International University of Sarajevo
- Motto: Be Among the Best, be IUS
- Type: Private
- Established: 2004
- Founder: Foundation for Education Development Sarajevo
- Rector: Prof. Dr. Ali Osman Kuşakcı
- Location: Sarajevo, Bosnia and Herzegovina
- Campus: Urban;
- Language: English
- Colors: Blue and White
- Website: www.ius.edu.ba

= International University of Sarajevo =

Private university in Ilidža, Bosnia and Herzegovina

The International University of Sarajevo (IUS) is a private university located in the metropolitan area of Sarajevo, Bosnia and Herzegovina, within the municipality of Ilidža. The university was established by the Foundation for the Development of Education in 2004–2005. IUS is regarded as the most prestigious private university in the country based on its rankings.

IUS is open to students from all over the world, and the language of instruction and communication is English. It offers four year education according to Bologna system (model 4+1+3 with B.S. and B.A. diplomas). The university has almost 3,000 students from 45 countries and faculty members from 12 countries performing academic and research activities in various disciplines of Science, Engineering, Medicine, Arts and Social Sciences. The first generation of 32 IUS graduates received their diplomas on 26 June 2009. IUS offers many types of scholarships, especially for students from Bosnia and Herzegovina.

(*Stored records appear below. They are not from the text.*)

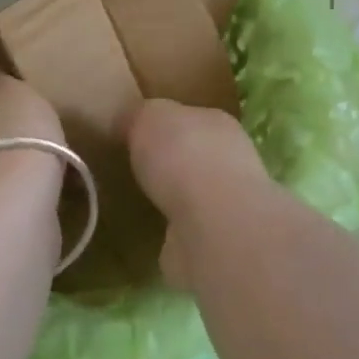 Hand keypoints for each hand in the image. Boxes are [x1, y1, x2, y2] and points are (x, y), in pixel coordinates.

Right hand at [127, 100, 268, 288]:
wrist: (211, 225)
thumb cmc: (184, 156)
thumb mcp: (150, 115)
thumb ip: (141, 115)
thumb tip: (129, 120)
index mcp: (217, 124)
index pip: (188, 118)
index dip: (162, 125)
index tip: (134, 134)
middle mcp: (229, 162)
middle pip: (192, 157)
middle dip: (168, 163)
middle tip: (132, 168)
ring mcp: (225, 206)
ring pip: (191, 196)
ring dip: (171, 199)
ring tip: (137, 201)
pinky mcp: (213, 243)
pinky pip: (185, 231)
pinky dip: (170, 232)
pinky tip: (148, 232) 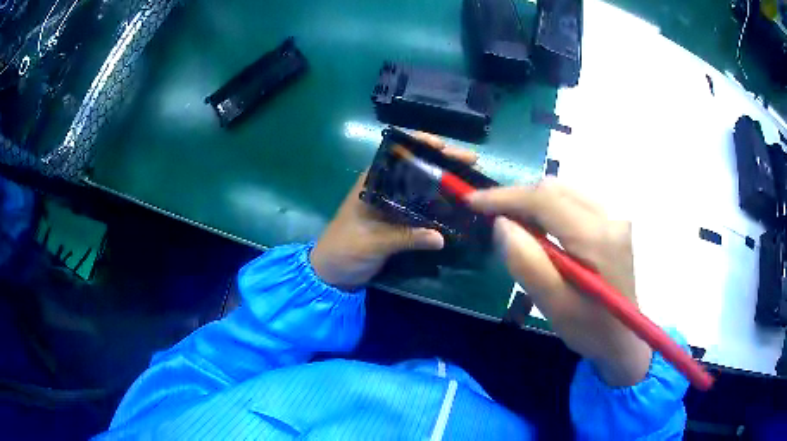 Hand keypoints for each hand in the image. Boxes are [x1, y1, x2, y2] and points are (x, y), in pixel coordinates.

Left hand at [311, 133, 477, 290]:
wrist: (332, 274)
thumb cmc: (344, 250)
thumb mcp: (372, 242)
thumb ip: (404, 237)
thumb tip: (441, 237)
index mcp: (372, 182)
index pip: (397, 154)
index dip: (420, 145)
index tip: (444, 146)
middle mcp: (385, 188)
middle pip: (416, 168)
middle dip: (442, 162)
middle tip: (470, 161)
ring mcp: (393, 205)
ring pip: (422, 187)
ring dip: (444, 183)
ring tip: (471, 179)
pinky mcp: (399, 221)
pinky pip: (423, 209)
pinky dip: (439, 206)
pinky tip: (458, 206)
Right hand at [469, 178, 651, 386]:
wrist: (625, 340)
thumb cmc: (590, 330)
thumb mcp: (554, 306)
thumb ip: (528, 264)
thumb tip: (502, 224)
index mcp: (597, 238)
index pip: (545, 200)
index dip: (505, 197)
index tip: (473, 202)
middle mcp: (610, 217)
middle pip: (555, 190)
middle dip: (518, 199)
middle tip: (489, 218)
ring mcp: (614, 218)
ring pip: (564, 193)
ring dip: (533, 204)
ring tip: (512, 226)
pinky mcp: (613, 224)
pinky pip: (574, 203)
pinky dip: (550, 210)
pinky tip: (541, 231) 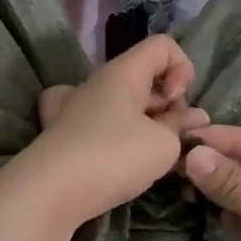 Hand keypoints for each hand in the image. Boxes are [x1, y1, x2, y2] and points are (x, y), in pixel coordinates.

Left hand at [0, 36, 207, 232]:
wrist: (48, 194)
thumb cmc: (112, 158)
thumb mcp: (163, 145)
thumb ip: (181, 128)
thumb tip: (192, 118)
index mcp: (121, 73)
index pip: (162, 46)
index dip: (183, 69)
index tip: (178, 104)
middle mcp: (94, 83)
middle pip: (143, 78)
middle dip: (167, 104)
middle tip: (175, 138)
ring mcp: (71, 108)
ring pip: (119, 103)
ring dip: (143, 122)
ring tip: (151, 154)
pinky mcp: (59, 136)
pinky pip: (94, 123)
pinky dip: (110, 133)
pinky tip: (112, 155) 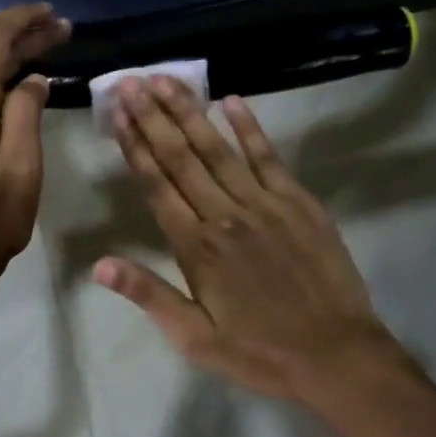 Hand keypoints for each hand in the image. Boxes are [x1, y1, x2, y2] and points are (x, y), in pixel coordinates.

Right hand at [96, 77, 412, 399]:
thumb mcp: (194, 336)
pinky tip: (232, 101)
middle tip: (132, 81)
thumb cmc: (258, 352)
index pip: (157, 185)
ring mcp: (265, 204)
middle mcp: (225, 215)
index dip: (135, 146)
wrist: (335, 355)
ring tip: (167, 81)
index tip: (119, 113)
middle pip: (182, 157)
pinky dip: (250, 128)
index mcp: (196, 247)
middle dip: (153, 117)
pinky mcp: (299, 203)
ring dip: (191, 112)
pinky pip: (269, 157)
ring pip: (220, 149)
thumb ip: (148, 295)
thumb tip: (99, 265) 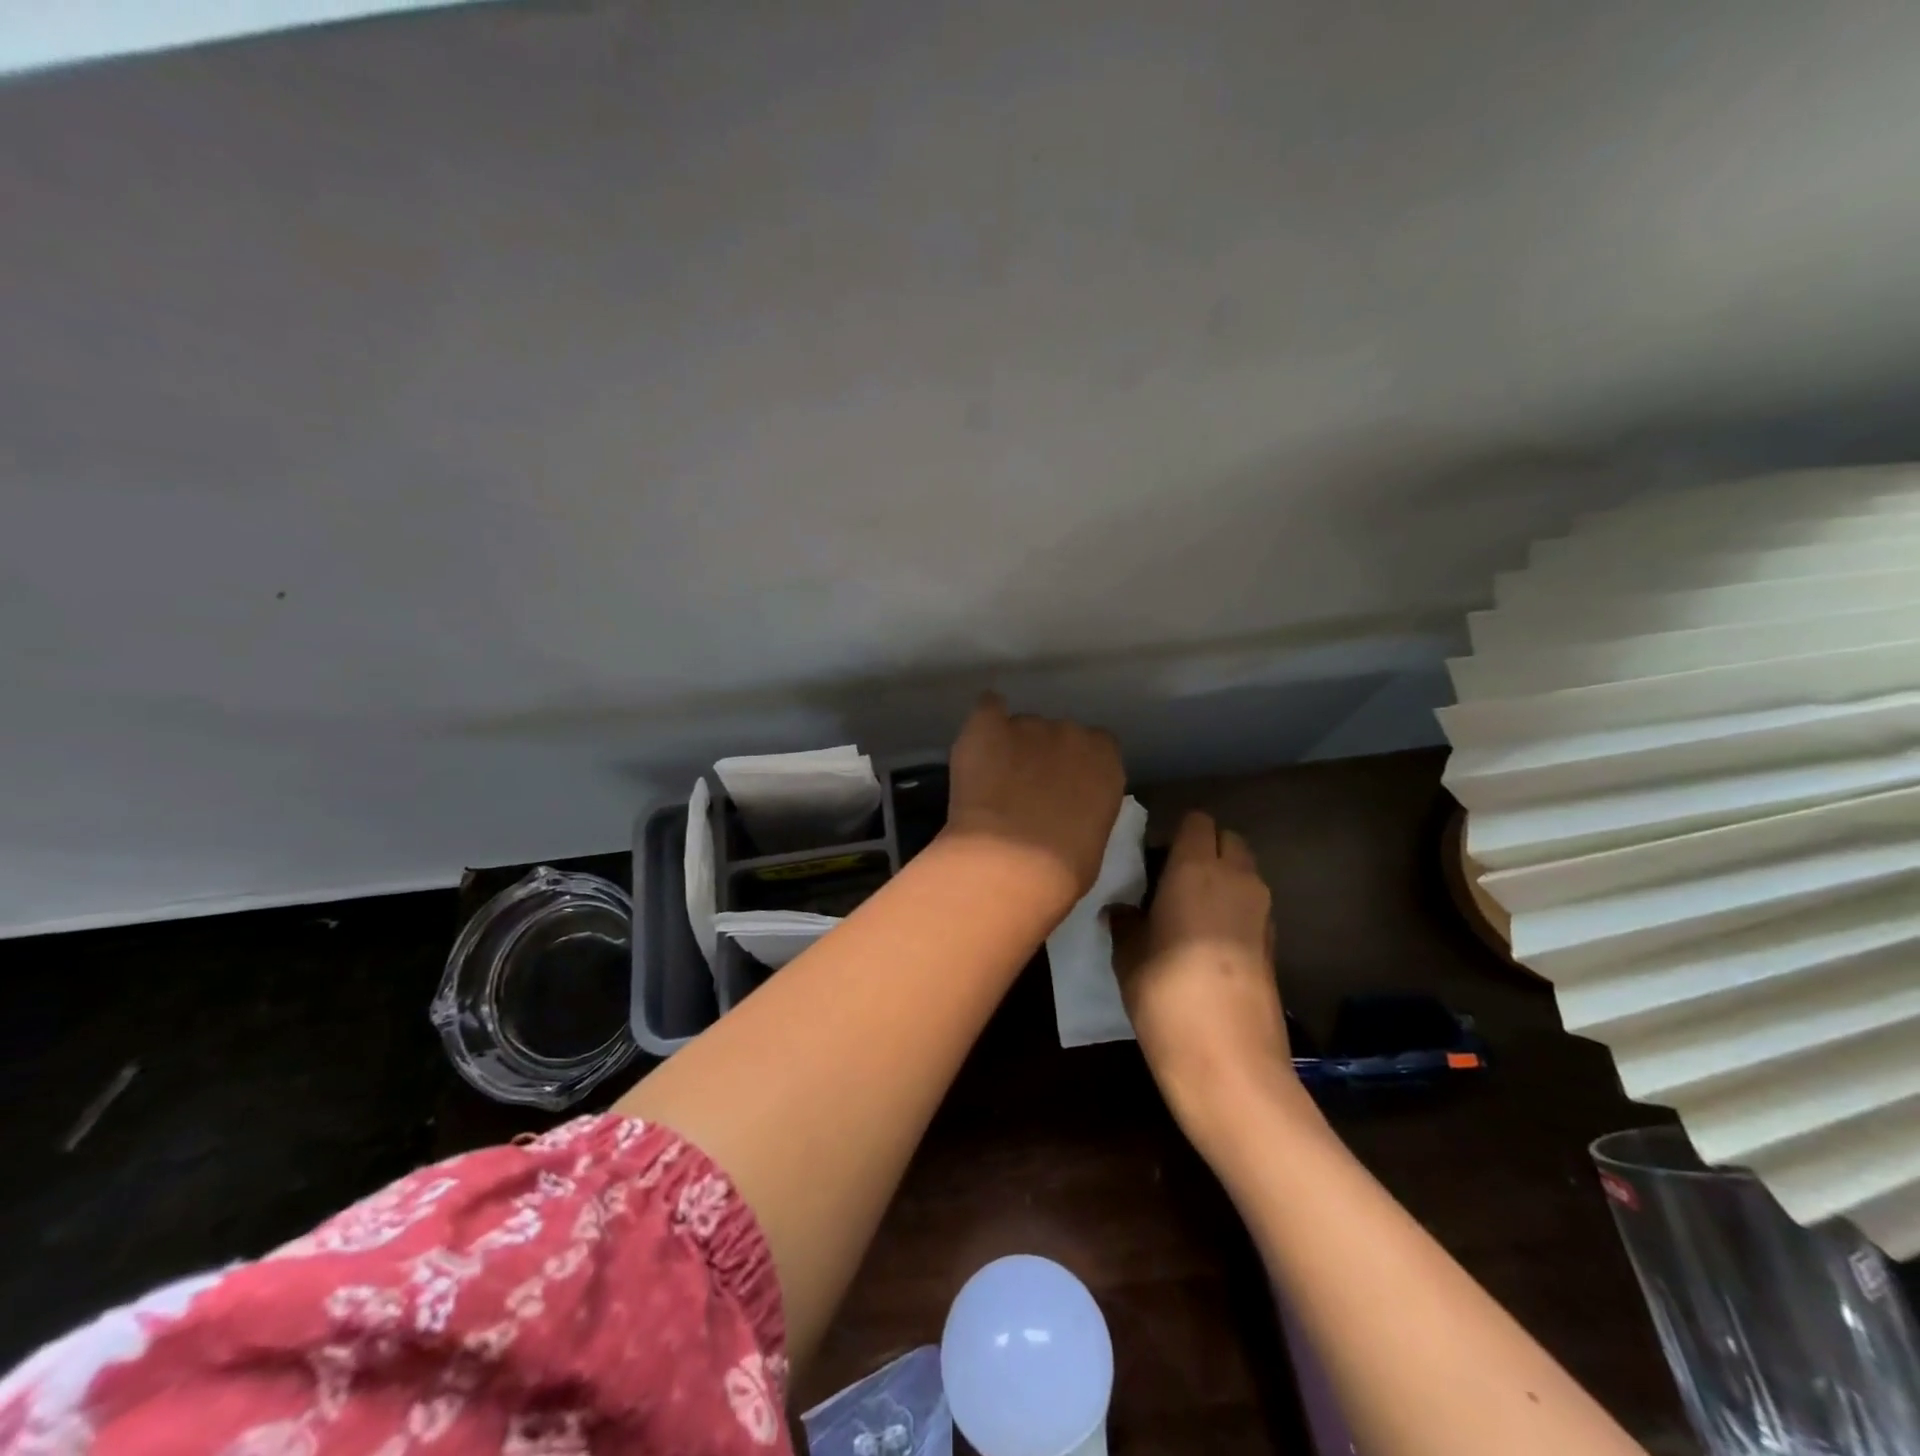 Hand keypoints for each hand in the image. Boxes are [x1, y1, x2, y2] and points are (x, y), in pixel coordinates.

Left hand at [941, 693, 1125, 909]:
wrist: (1013, 864)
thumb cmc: (1063, 868)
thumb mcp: (1092, 836)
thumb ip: (1085, 806)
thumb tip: (1067, 809)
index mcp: (1104, 759)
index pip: (1097, 744)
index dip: (1076, 764)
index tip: (1063, 786)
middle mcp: (1070, 732)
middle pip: (1056, 733)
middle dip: (1042, 755)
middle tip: (1024, 789)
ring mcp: (1028, 725)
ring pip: (1019, 727)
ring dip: (1010, 747)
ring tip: (992, 782)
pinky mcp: (987, 726)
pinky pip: (987, 708)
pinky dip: (984, 722)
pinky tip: (978, 742)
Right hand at [1111, 811, 1302, 1148]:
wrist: (1227, 1058)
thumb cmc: (1165, 991)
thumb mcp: (1128, 954)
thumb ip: (1125, 921)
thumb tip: (1122, 910)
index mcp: (1196, 867)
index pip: (1197, 821)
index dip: (1177, 832)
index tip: (1153, 857)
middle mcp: (1237, 878)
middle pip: (1229, 840)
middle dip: (1205, 849)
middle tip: (1171, 879)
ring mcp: (1262, 911)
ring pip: (1244, 873)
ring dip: (1221, 879)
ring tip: (1187, 912)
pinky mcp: (1275, 944)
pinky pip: (1252, 907)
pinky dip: (1233, 910)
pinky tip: (1207, 943) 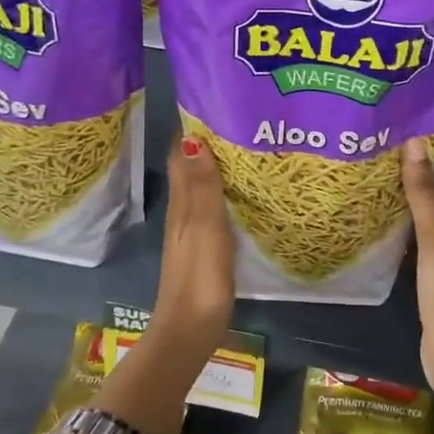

Within the Double Diploma Program (DDP), International University of Sarajevo (IUS) has established partnerships with four Turkish universities: Istanbul University, Marmara University, Istanbul Technical University and University of Health Sciences. These institutions are not only renowned in the Turkish academic landscape but also hold esteemed positions on the global stage.

==History==
The International University of Sarajevo (IUS) was founded in 2003 as one of the largest educational initiatives in the Balkan region. IUS accepts both local and international students across all three cycles of study, while being among the first higher education institutions in Bosnia and Herzegovina to adopt European standards in teaching and learning.

Today, IUS offers 21 bachelor programs, 21 master programs, and 10 doctoral programs within six faculties.

Beyond teaching, IUS is committed to fostering student achievement, strengthening its presence in the international academic arena, and building long-term cooperation with partner universities through projects and joint initiatives.